Это, конечно, всё милые воспоминания, но Прага вошла в моё сердце. Я очень обязан этому городу моцартовскими впечатлениями.
Потом я ездил в город Бероун, довольно далеко от Праги, на могилу Вацлава Талиха, величайшего чешского дирижёра, который был в большой дружбе с Мравинским.
Вот Прага, как я себя там чувствовал? Как человек, очарованный этим городом, этими людьми.
С Прагой очень многое связано. Там я чувствовал себя счастливым человеком. Никакой ущемлённости я не испытывал.

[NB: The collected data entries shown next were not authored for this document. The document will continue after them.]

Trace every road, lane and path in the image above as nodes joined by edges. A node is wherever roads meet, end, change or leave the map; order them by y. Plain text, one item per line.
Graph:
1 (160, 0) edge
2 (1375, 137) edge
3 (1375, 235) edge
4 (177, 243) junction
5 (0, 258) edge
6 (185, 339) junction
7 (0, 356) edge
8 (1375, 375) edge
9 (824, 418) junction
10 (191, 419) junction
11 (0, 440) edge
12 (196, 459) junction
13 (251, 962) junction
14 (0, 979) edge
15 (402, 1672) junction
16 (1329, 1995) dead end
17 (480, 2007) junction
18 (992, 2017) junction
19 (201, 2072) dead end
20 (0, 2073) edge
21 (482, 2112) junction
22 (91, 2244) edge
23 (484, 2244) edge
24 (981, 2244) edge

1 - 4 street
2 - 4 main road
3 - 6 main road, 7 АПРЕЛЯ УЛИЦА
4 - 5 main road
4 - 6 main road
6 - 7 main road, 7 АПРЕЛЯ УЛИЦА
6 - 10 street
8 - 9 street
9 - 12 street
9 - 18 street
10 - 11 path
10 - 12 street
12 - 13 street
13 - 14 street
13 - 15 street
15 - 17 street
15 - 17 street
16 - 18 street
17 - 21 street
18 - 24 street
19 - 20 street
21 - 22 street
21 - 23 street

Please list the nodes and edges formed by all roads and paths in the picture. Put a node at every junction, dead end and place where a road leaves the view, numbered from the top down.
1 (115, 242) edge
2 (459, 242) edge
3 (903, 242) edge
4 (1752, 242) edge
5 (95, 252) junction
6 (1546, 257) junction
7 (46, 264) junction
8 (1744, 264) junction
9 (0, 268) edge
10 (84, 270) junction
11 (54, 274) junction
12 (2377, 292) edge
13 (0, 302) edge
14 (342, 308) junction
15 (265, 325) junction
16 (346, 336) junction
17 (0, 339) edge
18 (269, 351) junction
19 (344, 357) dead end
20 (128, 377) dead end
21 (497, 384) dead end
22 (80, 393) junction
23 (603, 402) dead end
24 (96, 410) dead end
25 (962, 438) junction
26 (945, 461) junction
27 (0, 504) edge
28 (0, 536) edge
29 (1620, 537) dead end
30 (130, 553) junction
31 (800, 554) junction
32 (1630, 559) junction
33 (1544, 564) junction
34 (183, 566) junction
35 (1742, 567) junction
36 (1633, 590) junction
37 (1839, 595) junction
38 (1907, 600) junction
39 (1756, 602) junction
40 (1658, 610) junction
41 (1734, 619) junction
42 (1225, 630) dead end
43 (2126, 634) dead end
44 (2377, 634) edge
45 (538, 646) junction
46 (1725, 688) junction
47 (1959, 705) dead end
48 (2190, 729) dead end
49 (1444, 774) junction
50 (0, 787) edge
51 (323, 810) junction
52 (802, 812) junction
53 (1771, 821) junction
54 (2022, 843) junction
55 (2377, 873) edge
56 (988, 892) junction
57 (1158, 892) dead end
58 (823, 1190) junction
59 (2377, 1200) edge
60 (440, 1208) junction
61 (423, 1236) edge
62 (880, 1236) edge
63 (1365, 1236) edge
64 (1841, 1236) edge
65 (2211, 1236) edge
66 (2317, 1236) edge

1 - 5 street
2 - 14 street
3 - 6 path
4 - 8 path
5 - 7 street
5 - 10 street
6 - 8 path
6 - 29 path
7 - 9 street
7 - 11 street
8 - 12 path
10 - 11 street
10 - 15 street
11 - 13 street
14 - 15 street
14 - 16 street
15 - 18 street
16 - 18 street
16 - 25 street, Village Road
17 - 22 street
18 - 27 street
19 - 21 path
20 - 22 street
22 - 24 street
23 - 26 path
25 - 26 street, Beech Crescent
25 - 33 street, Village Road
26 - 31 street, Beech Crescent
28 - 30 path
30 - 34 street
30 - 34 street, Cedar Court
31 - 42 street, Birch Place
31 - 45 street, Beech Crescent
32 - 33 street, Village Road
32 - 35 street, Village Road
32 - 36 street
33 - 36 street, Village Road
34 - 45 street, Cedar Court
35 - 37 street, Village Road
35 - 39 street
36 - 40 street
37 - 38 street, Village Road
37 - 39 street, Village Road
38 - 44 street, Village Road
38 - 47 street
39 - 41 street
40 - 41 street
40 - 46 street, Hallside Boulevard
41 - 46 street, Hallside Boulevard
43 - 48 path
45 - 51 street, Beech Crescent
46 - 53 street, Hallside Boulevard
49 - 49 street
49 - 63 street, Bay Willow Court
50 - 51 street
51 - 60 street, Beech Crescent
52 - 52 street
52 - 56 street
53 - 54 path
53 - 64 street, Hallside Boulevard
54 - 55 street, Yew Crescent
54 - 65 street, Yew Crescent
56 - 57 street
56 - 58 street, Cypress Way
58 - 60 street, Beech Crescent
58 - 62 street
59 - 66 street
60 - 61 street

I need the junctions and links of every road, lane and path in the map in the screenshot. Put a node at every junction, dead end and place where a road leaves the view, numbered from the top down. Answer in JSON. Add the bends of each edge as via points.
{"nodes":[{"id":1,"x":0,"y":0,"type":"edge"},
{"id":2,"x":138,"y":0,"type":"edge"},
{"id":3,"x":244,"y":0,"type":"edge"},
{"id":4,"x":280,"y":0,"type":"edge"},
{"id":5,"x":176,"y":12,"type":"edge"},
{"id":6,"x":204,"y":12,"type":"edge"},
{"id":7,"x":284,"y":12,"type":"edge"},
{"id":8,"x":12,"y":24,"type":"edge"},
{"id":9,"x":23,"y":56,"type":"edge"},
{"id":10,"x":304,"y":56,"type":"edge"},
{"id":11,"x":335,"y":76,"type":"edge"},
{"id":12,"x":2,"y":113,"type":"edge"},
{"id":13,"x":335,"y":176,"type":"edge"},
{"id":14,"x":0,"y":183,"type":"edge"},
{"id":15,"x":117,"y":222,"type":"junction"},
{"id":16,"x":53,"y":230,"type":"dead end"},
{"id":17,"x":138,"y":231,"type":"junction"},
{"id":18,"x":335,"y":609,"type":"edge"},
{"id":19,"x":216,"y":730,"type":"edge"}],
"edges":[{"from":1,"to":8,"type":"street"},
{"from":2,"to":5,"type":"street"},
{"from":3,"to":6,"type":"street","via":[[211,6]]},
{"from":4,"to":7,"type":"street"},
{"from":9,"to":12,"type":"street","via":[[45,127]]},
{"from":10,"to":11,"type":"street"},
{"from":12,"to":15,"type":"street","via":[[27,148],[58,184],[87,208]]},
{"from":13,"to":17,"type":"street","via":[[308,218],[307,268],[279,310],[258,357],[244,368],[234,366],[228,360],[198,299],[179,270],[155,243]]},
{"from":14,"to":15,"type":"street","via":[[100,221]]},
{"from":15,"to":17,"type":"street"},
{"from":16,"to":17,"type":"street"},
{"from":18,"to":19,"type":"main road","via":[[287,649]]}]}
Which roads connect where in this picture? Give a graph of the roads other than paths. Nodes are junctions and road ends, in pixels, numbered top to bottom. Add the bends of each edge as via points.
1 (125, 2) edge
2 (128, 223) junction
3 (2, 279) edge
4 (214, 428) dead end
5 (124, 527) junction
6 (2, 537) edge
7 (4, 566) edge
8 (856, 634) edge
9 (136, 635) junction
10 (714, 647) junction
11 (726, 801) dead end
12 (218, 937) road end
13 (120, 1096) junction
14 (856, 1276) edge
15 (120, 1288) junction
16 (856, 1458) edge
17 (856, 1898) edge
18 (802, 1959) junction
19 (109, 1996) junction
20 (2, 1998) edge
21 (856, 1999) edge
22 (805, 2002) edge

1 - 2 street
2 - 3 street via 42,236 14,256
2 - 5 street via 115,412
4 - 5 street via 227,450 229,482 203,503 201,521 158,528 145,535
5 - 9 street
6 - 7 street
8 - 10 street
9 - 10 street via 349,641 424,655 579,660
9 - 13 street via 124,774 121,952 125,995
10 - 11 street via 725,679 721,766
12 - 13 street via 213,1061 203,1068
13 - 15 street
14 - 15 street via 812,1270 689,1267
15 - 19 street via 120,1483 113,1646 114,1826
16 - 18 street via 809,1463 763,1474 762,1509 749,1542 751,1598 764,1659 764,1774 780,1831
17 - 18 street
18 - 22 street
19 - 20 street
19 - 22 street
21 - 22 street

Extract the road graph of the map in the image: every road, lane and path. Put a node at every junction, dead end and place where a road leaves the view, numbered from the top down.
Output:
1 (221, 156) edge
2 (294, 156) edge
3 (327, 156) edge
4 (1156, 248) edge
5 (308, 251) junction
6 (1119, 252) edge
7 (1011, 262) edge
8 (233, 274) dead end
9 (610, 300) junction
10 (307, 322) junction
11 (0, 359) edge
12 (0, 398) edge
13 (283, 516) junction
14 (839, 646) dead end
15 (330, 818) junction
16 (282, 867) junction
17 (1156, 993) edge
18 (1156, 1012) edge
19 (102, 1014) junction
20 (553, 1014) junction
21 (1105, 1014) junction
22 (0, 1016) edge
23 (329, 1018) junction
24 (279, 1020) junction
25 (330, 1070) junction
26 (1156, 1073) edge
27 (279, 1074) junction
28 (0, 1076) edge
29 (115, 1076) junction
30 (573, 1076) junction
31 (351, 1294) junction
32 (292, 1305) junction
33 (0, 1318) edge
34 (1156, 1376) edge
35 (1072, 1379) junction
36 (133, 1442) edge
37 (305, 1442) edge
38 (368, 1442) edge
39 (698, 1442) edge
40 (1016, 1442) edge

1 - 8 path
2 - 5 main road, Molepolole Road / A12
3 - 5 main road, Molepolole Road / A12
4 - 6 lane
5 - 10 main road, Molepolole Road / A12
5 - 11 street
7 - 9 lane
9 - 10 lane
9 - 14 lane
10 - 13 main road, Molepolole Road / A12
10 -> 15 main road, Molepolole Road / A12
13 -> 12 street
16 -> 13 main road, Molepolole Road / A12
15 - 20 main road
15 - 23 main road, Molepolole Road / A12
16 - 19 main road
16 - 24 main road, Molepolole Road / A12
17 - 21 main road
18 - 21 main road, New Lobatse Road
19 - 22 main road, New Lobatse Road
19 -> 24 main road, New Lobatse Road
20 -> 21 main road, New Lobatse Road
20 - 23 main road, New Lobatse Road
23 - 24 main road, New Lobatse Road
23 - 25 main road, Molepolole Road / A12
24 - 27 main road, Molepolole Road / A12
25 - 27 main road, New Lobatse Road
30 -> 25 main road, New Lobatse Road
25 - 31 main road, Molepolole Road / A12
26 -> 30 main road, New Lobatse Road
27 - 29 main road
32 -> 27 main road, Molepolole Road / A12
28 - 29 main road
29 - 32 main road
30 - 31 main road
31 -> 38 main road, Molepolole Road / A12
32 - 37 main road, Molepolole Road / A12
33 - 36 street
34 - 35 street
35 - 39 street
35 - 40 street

Затем был первый выезд в капиталистические страны — за это спасибо Геннадию Николаевичу Рождественскому. Это был уже 1966 год, он возглавлял в ту пору Большой симфонический оркестр. Они отправлялись на гастроли в Бельгию, Голландию и Англию, и, к моему удивлению, Геннадий Николаевич предложил мне поехать с оркестром. Дескать, «во время гастролей много вопросов, пресса, меня это отвлекает, вот Вы и займётесь».
И так я оказался в Англии, Бельгии и Голландии. Это были первые капиталистические страны, которые я увидел. Помимо чисто музыкальных впечатлений, было ощущение ожившей истории. Впечатления, что вырвался из какого-то там «советского ада» или «рая» я не испытывал — чего не было, того не было.
Но когда я вернулся, и меня спросили, как ты себя там чувствовал, я ответил: «Я чувствовал себя великим человеком». То есть, заметьте, как возрастает впечатление: в Праге я себя чувствовал счастливым человеком, а в Лондоне — уже великим. Отчего же возникло это величие?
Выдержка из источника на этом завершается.